Prompt: As you print the data below, keep every line exactly as it is and leave the images behind.

+++

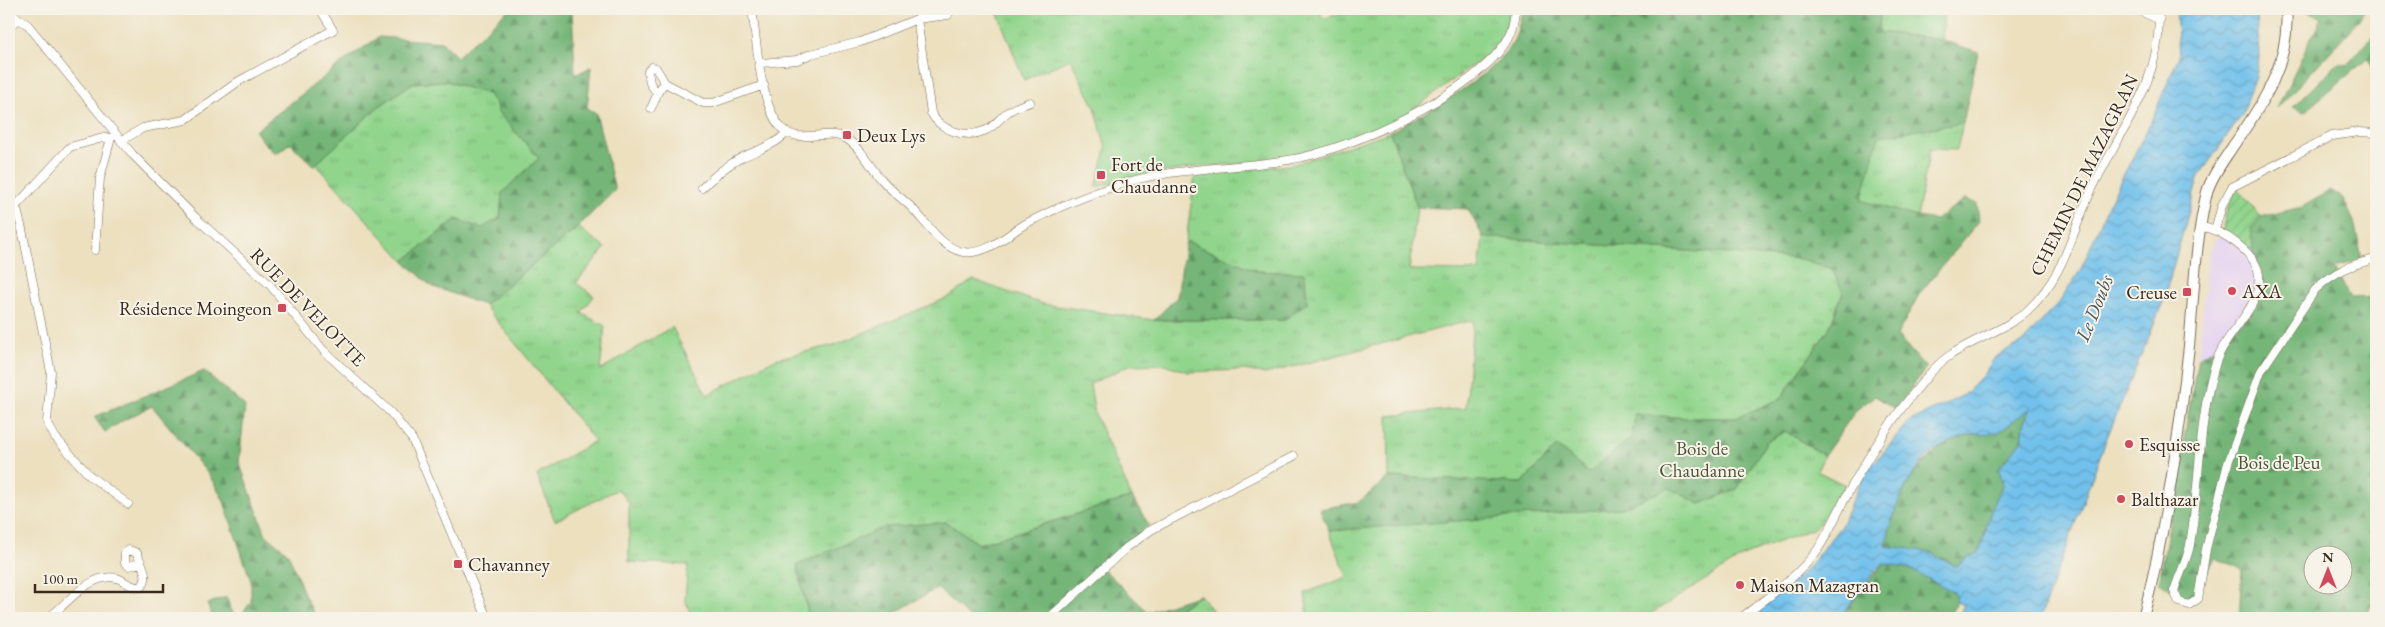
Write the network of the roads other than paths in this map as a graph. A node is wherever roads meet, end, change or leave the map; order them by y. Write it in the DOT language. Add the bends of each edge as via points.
graph roads {
  1 [pos="320,9"];
  2 [pos="752,9"];
  3 [pos="1516,9"];
  4 [pos="2136,9"];
  5 [pos="2158,9"];
  6 [pos="2286,9"];
  7 [pos="9,13"];
  8 [pos="948,15"];
  9 [pos="18,18"];
  10 [pos="917,19"];
  11 [pos="2160,20"];
  12 [pos="9,28"];
  13 [pos="760,63"];
  14 [pos="665,83"];
  15 [pos="764,86"];
  16 [pos="656,92"];
  17 [pos="1030,102"];
  18 [pos="650,108"];
  19 [pos="2376,132"];
  20 [pos="786,134"];
  21 [pos="116,138"];
  22 [pos="702,188"];
  23 [pos="2202,227"];
  24 [pos="2214,230"];
  25 [pos="95,250"];
  26 [pos="2376,260"];
  27 [pos="1294,456"];
  28 [pos="128,504"];
  29 [pos="141,563"];
  30 [pos="49,618"];
  31 [pos="487,618"];
  32 [pos="1049,618"];
  33 [pos="1742,618"];
  34 [pos="2143,618"];
  1 -- 21 [label="street" via="333,30 239,81 185,120 143,128"];
  2 -- 13 [label="street"];
  3 -- 20 [label="street" via="1508,38 1481,68 1442,97 1387,129 1290,160 1191,171 1122,184 1035,219 974,253 955,250 945,244 848,140 833,135 798,137"];
  4 -- 11 [label="street"];
  5 -- 11 [label="street, CHEMIN DE MAZAGRAN"];
  6 -- 23 [label="main road" via="2286,44 2268,93 2213,177"];
  7 -- 9 [label="street, RUE DE VELOTTE"];
  8 -- 10 [label="street"];
  9 -- 12 [label="street"];
  9 -- 21 [label="street, RUE DE VELOTTE" via="28,25"];
  10 -- 13 [label="street" via="860,42 798,60"];
  10 -- 17 [label="street" via="931,113 944,128 959,133 983,132 1009,111"];
  11 -- 33 [label="street, CHEMIN DE MAZAGRAN" via="2158,45 2148,83 2134,115 2092,189 2057,276 2028,310 1937,365 1895,417 1816,551 1790,579"];
  13 -- 15 [label="street"];
  14 -- 15 [label="street" via="708,103"];
  14 -- 16 [label="street"];
  14 -- 16 [label="street" via="656,68 650,67 650,83"];
  15 -- 20 [label="street" via="772,114"];
  16 -- 18 [label="street"];
  19 -- 24 [label="street" via="2332,136 2232,187"];
  20 -- 22 [label="street" via="778,142 738,159"];
  21 -- 25 [label="street" via="100,178"];
  21 -- 28 [label="street" via="70,147 16,206 16,210 51,372 47,422 55,437 90,476"];
  21 -- 31 [label="street, RUE DE VELOTTE" via="196,218 270,285 324,351 391,413 412,439"];
  23 -- 24 [label="street"];
  23 -- 34 [label="main road" via="2180,426"];
  24 -- 26 [label="street" via="2251,256 2259,276 2255,304 2223,345 2212,375 2190,545 2174,591 2179,602 2190,605 2198,599 2206,549 2228,463 2261,371 2325,280 2346,267"];
  27 -- 32 [label="street" via="1151,530 1126,548"];
  29 -- 30 [label="street" via="146,582 141,587 117,578 92,581"];
}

+++

Output of the exercise:
Write the network of the roads other than paths in this map as a graph. A node is wherever roads meet, end, change or leave the map; order them by y. Write it in the DOT language. Add the bends of each edge as via points.
graph roads {
  1 [pos="320,9"];
  2 [pos="752,9"];
  3 [pos="1516,9"];
  4 [pos="2136,9"];
  5 [pos="2158,9"];
  6 [pos="2286,9"];
  7 [pos="9,13"];
  8 [pos="948,15"];
  9 [pos="18,18"];
  10 [pos="917,19"];
  11 [pos="2160,20"];
  12 [pos="9,28"];
  13 [pos="760,63"];
  14 [pos="665,83"];
  15 [pos="764,86"];
  16 [pos="656,92"];
  17 [pos="1030,102"];
  18 [pos="650,108"];
  19 [pos="2376,132"];
  20 [pos="786,134"];
  21 [pos="116,138"];
  22 [pos="702,188"];
  23 [pos="2202,227"];
  24 [pos="2214,230"];
  25 [pos="95,250"];
  26 [pos="2376,260"];
  27 [pos="1294,456"];
  28 [pos="128,504"];
  29 [pos="141,563"];
  30 [pos="49,618"];
  31 [pos="487,618"];
  32 [pos="1049,618"];
  33 [pos="1742,618"];
  34 [pos="2143,618"];
  1 -- 21 [label="street" via="333,30 239,81 185,120 143,128"];
  2 -- 13 [label="street"];
  3 -- 20 [label="street" via="1508,38 1481,68 1442,97 1387,129 1290,160 1191,171 1122,184 1035,219 974,253 955,250 945,244 848,140 833,135 798,137"];
  4 -- 11 [label="street"];
  5 -- 11 [label="street, CHEMIN DE MAZAGRAN"];
  6 -- 23 [label="main road" via="2286,44 2268,93 2213,177"];
  7 -- 9 [label="street, RUE DE VELOTTE"];
  8 -- 10 [label="street"];
  9 -- 12 [label="street"];
  9 -- 21 [label="street, RUE DE VELOTTE" via="28,25"];
  10 -- 13 [label="street" via="860,42 798,60"];
  10 -- 17 [label="street" via="931,113 944,128 959,133 983,132 1009,111"];
  11 -- 33 [label="street, CHEMIN DE MAZAGRAN" via="2158,45 2148,83 2134,115 2092,189 2057,276 2028,310 1937,365 1895,417 1816,551 1790,579"];
  13 -- 15 [label="street"];
  14 -- 15 [label="street" via="708,103"];
  14 -- 16 [label="street"];
  14 -- 16 [label="street" via="656,68 650,67 650,83"];
  15 -- 20 [label="street" via="772,114"];
  16 -- 18 [label="street"];
  19 -- 24 [label="street" via="2332,136 2232,187"];
  20 -- 22 [label="street" via="778,142 738,159"];
  21 -- 25 [label="street" via="100,178"];
  21 -- 28 [label="street" via="70,147 16,206 16,210 51,372 47,422 55,437 90,476"];
  21 -- 31 [label="street, RUE DE VELOTTE" via="196,218 270,285 324,351 391,413 412,439"];
  23 -- 24 [label="street"];
  23 -- 34 [label="main road" via="2180,426"];
  24 -- 26 [label="street" via="2251,256 2259,276 2255,304 2223,345 2212,375 2190,545 2174,591 2179,602 2190,605 2198,599 2206,549 2228,463 2261,371 2325,280 2346,267"];
  27 -- 32 [label="street" via="1151,530 1126,548"];
  29 -- 30 [label="street" via="146,582 141,587 117,578 92,581"];
}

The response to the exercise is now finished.